• **How to complete this task**:
Give the number of lines that contain "Marante" in the listing, and write nothing else.
Top of Recorded data
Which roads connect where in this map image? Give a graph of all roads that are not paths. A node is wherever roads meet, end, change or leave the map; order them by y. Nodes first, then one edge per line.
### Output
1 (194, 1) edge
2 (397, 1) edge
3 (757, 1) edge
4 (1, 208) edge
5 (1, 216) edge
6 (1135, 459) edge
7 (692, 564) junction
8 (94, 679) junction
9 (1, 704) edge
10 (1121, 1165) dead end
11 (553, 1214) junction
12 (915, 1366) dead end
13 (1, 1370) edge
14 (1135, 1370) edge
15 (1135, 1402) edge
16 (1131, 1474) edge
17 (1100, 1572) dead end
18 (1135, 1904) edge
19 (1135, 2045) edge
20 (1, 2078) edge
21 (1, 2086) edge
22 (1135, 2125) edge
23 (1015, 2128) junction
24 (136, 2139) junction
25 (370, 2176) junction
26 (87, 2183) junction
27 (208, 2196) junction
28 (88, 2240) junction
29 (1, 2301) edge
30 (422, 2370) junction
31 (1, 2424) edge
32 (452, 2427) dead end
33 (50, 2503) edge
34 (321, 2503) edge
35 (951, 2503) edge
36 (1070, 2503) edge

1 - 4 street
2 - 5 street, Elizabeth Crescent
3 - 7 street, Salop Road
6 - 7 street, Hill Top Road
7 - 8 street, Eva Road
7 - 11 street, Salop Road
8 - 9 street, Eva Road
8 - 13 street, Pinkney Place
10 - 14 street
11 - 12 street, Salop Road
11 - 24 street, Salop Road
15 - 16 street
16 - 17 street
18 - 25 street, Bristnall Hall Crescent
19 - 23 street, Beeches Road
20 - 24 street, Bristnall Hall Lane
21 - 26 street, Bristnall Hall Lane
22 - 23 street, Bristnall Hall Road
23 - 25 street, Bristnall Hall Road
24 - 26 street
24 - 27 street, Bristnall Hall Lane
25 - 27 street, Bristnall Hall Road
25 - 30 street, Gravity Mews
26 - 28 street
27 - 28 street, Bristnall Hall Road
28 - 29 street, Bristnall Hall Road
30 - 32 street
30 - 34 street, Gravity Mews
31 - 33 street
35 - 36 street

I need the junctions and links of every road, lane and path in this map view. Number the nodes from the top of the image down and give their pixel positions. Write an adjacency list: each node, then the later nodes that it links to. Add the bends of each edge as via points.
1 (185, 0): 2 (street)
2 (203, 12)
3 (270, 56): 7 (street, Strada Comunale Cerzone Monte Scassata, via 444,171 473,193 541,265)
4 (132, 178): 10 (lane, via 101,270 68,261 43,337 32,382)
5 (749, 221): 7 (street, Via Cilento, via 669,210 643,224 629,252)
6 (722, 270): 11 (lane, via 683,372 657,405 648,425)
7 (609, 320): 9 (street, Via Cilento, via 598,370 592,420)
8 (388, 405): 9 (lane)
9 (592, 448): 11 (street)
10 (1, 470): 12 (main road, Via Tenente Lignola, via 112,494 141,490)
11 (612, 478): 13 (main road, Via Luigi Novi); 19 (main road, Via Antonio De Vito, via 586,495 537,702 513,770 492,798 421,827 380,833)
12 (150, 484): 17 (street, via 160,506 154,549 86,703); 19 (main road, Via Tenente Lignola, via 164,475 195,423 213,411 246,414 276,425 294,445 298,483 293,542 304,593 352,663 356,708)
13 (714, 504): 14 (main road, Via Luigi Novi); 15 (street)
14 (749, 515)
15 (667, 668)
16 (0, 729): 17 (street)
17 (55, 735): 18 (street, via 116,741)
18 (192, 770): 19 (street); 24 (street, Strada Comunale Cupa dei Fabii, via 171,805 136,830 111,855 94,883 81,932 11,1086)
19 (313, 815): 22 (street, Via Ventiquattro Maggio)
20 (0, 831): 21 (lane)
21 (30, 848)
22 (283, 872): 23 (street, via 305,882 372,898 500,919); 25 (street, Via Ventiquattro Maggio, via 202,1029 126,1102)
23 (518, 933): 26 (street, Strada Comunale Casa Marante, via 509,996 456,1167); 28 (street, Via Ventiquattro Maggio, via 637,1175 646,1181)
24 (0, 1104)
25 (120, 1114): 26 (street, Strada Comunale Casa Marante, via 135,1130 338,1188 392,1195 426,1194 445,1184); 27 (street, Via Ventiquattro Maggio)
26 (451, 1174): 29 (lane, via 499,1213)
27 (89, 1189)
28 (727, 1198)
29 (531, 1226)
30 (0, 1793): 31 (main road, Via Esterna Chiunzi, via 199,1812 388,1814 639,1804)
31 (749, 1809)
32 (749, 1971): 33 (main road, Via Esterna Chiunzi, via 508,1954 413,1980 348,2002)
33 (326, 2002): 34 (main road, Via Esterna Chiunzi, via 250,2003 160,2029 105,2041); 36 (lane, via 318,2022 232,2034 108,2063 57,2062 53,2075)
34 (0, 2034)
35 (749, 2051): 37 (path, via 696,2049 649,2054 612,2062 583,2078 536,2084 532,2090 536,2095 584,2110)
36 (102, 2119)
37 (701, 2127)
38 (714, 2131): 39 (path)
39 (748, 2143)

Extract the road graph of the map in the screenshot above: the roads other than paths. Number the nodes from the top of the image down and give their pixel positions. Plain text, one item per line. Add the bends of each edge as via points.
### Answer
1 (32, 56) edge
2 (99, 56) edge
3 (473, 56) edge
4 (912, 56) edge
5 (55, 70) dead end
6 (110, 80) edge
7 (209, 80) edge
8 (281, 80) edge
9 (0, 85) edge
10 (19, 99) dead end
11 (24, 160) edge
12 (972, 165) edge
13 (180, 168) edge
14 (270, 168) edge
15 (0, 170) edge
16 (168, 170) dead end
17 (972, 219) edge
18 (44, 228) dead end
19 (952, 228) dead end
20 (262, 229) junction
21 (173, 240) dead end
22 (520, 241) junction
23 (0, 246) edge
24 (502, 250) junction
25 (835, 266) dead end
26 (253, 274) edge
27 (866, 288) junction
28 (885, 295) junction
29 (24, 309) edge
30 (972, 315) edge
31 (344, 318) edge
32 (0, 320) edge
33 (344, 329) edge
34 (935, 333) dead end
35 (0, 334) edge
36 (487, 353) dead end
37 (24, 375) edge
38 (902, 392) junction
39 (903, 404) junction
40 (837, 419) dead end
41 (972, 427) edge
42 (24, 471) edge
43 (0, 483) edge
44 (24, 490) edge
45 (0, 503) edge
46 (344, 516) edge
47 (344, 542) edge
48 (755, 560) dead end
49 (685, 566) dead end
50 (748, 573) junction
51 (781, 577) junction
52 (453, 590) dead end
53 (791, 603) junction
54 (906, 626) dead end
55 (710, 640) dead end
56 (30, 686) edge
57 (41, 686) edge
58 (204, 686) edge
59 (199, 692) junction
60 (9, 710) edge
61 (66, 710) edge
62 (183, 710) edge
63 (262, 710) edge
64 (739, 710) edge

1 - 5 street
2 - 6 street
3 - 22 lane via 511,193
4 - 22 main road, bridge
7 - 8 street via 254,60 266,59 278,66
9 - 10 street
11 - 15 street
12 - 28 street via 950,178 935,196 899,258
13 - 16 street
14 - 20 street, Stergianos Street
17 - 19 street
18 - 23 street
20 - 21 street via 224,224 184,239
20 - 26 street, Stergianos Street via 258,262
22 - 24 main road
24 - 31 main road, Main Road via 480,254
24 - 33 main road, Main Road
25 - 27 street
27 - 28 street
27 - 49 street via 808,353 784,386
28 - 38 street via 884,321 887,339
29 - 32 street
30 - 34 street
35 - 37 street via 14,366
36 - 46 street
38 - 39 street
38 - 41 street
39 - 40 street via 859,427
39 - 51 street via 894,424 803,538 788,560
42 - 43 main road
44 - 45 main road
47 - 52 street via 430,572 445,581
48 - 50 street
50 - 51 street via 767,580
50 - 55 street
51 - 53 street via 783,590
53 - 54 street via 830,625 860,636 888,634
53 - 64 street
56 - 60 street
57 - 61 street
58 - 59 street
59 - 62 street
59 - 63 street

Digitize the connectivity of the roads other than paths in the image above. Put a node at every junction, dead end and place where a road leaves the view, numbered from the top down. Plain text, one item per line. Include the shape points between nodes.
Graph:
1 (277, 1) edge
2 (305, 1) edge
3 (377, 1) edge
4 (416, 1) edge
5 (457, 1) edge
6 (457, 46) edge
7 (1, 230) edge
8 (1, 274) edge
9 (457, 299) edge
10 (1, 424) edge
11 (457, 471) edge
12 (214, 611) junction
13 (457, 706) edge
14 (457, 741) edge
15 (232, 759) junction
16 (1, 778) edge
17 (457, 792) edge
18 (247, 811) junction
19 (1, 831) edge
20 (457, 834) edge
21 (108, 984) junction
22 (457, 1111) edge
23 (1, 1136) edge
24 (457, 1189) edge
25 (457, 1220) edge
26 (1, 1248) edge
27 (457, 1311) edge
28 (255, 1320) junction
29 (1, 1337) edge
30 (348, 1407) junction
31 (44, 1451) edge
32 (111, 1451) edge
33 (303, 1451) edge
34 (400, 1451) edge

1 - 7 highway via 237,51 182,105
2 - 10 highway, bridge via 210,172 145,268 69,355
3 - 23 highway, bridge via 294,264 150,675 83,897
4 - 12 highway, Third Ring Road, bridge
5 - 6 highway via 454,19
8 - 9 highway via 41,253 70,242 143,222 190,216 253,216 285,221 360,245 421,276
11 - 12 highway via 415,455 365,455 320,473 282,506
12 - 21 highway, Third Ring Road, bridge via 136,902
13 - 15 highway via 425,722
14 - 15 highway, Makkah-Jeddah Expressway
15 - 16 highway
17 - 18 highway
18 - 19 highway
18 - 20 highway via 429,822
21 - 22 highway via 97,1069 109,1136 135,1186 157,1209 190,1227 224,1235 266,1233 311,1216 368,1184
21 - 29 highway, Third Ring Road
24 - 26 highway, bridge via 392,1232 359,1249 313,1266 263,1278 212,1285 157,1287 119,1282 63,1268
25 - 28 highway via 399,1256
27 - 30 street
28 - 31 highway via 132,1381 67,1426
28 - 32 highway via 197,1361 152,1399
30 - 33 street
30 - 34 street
Bottom of Recorded data
• **Answer section**:
2